━━━━━ Stored data

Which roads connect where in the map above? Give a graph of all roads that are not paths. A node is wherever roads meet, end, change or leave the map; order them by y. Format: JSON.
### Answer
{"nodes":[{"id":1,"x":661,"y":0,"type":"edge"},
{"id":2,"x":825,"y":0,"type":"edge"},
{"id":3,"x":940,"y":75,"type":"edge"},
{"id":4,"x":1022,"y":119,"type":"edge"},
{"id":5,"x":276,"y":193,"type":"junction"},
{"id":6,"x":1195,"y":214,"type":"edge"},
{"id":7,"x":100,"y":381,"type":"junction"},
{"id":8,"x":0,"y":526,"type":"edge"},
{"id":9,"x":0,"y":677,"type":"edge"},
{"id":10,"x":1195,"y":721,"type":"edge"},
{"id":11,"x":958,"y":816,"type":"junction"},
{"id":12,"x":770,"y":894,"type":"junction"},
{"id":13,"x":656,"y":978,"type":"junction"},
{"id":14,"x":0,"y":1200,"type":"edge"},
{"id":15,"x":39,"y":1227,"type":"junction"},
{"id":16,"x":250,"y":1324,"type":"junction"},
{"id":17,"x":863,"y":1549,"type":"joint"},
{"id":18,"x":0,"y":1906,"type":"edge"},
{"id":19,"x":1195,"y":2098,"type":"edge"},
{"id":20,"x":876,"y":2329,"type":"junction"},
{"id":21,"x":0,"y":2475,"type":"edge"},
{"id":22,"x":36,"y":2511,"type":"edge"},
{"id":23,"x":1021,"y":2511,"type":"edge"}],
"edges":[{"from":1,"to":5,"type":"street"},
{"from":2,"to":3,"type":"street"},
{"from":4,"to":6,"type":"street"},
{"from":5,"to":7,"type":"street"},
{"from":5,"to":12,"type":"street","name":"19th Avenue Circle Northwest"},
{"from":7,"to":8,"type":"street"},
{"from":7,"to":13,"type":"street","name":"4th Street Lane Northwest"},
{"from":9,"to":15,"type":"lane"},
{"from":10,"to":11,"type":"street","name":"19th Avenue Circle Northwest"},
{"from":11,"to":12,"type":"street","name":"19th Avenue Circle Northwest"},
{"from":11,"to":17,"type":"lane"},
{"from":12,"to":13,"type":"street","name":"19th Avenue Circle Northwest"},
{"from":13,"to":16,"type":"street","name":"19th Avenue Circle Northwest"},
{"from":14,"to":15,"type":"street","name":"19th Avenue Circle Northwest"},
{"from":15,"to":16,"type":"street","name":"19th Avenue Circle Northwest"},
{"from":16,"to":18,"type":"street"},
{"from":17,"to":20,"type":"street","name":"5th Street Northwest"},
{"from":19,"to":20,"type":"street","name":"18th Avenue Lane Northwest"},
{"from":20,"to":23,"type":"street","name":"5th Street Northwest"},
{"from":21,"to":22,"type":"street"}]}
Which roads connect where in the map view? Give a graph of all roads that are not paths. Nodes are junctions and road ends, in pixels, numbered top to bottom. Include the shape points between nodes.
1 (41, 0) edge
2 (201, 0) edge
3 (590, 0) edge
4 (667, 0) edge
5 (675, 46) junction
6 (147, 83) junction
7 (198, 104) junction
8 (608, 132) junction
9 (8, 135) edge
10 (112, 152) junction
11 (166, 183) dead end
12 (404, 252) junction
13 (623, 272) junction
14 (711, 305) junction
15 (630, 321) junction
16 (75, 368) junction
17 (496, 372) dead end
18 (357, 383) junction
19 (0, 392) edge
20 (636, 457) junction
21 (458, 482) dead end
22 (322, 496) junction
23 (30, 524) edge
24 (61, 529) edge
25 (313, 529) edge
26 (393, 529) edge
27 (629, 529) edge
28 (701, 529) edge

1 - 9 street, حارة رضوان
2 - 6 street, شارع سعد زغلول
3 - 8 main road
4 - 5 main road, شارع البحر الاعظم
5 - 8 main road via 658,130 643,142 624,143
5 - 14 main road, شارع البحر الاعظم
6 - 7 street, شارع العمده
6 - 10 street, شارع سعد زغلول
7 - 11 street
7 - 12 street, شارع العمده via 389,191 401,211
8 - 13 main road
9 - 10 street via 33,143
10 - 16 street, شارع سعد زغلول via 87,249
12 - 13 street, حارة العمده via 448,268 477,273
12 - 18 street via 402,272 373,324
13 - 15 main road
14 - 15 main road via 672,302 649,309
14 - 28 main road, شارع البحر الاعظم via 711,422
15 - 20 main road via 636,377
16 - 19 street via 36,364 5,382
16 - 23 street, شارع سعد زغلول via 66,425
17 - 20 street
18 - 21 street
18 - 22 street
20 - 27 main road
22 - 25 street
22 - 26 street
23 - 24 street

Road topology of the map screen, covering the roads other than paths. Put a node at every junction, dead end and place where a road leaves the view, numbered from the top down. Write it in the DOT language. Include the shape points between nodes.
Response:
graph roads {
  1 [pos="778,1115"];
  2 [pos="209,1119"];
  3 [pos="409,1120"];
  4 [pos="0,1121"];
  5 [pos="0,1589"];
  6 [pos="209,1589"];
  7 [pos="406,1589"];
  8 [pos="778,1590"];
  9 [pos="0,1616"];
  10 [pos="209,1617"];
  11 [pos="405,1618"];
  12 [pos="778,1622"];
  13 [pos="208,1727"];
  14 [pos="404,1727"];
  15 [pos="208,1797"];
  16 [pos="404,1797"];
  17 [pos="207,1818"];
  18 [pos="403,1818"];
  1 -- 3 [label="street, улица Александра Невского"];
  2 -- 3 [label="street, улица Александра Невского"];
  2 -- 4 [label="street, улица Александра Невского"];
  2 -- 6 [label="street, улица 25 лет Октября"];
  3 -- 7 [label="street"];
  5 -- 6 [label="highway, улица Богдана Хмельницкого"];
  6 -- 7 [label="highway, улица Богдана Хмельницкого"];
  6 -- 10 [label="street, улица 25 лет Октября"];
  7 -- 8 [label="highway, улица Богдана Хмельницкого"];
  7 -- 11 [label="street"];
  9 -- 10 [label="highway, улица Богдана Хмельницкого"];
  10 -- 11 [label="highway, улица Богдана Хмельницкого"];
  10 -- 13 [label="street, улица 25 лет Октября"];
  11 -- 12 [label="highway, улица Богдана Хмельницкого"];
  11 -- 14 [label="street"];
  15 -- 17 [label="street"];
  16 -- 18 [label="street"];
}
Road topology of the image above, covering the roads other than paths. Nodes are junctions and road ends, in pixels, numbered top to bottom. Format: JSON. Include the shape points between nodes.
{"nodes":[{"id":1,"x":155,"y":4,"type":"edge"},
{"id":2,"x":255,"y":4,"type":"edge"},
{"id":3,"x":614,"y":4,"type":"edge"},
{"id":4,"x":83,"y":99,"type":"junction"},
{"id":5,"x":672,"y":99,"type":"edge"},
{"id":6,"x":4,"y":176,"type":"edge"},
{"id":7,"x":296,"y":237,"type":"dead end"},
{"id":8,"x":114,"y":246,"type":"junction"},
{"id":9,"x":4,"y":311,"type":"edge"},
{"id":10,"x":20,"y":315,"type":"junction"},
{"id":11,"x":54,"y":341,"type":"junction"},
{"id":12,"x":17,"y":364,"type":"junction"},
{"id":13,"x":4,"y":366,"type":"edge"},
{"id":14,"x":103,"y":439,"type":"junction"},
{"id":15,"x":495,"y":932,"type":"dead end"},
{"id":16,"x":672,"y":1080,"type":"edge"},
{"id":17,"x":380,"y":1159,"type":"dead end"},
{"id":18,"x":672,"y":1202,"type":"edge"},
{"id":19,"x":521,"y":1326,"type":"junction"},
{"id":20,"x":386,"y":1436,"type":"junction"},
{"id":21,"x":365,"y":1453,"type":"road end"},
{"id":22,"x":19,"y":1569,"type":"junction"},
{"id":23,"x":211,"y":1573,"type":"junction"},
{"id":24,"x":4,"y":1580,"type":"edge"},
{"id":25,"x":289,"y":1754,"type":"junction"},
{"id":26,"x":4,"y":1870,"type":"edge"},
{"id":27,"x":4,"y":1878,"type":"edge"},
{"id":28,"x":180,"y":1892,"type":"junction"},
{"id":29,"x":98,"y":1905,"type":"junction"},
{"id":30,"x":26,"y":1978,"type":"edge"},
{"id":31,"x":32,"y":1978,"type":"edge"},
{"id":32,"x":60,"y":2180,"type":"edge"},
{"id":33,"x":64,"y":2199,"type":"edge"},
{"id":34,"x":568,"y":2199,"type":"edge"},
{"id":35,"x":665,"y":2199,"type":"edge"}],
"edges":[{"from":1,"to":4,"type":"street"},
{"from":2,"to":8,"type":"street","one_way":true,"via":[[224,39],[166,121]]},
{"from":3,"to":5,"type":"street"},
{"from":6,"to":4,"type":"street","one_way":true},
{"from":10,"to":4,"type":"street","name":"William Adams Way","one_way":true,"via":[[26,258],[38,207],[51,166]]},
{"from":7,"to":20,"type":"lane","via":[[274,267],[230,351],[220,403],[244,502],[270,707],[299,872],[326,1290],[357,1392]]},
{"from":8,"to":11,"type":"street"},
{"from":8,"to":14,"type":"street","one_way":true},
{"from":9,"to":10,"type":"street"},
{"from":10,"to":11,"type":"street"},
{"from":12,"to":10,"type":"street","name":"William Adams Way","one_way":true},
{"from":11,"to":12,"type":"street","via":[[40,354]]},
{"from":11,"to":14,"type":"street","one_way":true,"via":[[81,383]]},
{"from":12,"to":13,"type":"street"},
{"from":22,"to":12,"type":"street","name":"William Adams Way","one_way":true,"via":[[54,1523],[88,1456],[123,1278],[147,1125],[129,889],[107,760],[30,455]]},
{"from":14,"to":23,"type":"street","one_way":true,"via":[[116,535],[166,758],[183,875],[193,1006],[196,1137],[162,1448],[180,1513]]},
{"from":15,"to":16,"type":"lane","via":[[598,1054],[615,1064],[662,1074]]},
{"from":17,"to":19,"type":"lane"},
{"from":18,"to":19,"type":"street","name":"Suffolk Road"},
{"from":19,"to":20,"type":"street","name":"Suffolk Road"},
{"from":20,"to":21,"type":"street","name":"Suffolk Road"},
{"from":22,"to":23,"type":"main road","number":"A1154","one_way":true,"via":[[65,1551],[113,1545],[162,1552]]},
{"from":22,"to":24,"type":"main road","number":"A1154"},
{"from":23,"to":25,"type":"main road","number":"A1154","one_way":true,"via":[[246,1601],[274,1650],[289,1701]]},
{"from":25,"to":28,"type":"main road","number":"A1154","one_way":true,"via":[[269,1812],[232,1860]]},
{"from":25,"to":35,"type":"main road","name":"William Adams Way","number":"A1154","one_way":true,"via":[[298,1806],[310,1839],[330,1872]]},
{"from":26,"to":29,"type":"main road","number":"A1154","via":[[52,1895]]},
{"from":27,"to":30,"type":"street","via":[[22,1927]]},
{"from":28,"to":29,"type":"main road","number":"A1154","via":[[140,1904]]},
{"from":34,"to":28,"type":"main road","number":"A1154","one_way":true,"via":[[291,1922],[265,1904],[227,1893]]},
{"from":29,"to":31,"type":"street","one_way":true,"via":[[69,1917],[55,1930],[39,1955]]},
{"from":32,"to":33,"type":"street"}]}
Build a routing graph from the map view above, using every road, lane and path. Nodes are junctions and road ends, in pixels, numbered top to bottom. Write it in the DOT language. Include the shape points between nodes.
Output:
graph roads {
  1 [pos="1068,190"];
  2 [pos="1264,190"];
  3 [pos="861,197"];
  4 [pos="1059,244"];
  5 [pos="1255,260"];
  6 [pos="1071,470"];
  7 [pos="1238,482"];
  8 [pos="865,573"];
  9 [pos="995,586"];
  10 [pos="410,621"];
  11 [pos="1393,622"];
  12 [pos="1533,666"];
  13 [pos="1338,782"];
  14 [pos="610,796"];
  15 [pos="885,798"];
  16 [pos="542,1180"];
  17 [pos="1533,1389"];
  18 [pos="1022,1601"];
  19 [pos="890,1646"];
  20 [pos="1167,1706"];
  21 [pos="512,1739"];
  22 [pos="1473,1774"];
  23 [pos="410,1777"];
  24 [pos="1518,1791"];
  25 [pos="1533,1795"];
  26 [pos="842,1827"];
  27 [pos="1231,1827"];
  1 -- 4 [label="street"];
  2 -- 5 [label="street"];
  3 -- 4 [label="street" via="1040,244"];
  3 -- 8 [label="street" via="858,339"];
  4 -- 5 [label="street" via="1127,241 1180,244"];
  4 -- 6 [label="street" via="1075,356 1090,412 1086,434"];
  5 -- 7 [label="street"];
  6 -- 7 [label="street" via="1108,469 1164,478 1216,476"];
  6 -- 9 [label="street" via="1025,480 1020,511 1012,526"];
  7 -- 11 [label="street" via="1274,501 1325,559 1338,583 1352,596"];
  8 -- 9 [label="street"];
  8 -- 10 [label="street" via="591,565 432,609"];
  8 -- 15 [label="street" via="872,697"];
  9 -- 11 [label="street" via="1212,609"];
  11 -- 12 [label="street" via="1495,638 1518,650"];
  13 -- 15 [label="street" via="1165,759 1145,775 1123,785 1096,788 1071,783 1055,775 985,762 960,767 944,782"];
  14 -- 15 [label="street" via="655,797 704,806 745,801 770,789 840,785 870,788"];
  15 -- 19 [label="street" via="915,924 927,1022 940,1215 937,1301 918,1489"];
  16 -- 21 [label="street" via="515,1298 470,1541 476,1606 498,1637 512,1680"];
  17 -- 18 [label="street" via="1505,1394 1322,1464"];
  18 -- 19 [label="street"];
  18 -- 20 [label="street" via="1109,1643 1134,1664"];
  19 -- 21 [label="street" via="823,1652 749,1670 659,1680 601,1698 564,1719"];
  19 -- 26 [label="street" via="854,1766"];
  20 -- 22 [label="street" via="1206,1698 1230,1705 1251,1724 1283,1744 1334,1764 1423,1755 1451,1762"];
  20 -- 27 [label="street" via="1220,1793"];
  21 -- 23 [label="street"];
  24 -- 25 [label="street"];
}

━━━━━━━━━━

__Work instruction__
Please list every line of the records that contains "زغلول".

__Response to this task__
2 - 6 street, شارع سعد زغلول
6 - 10 street, شارع سعد زغلول
10 - 16 street, شارع سعد زغلول via 87,249
16 - 23 street, شارع سعد زغلول via 66,425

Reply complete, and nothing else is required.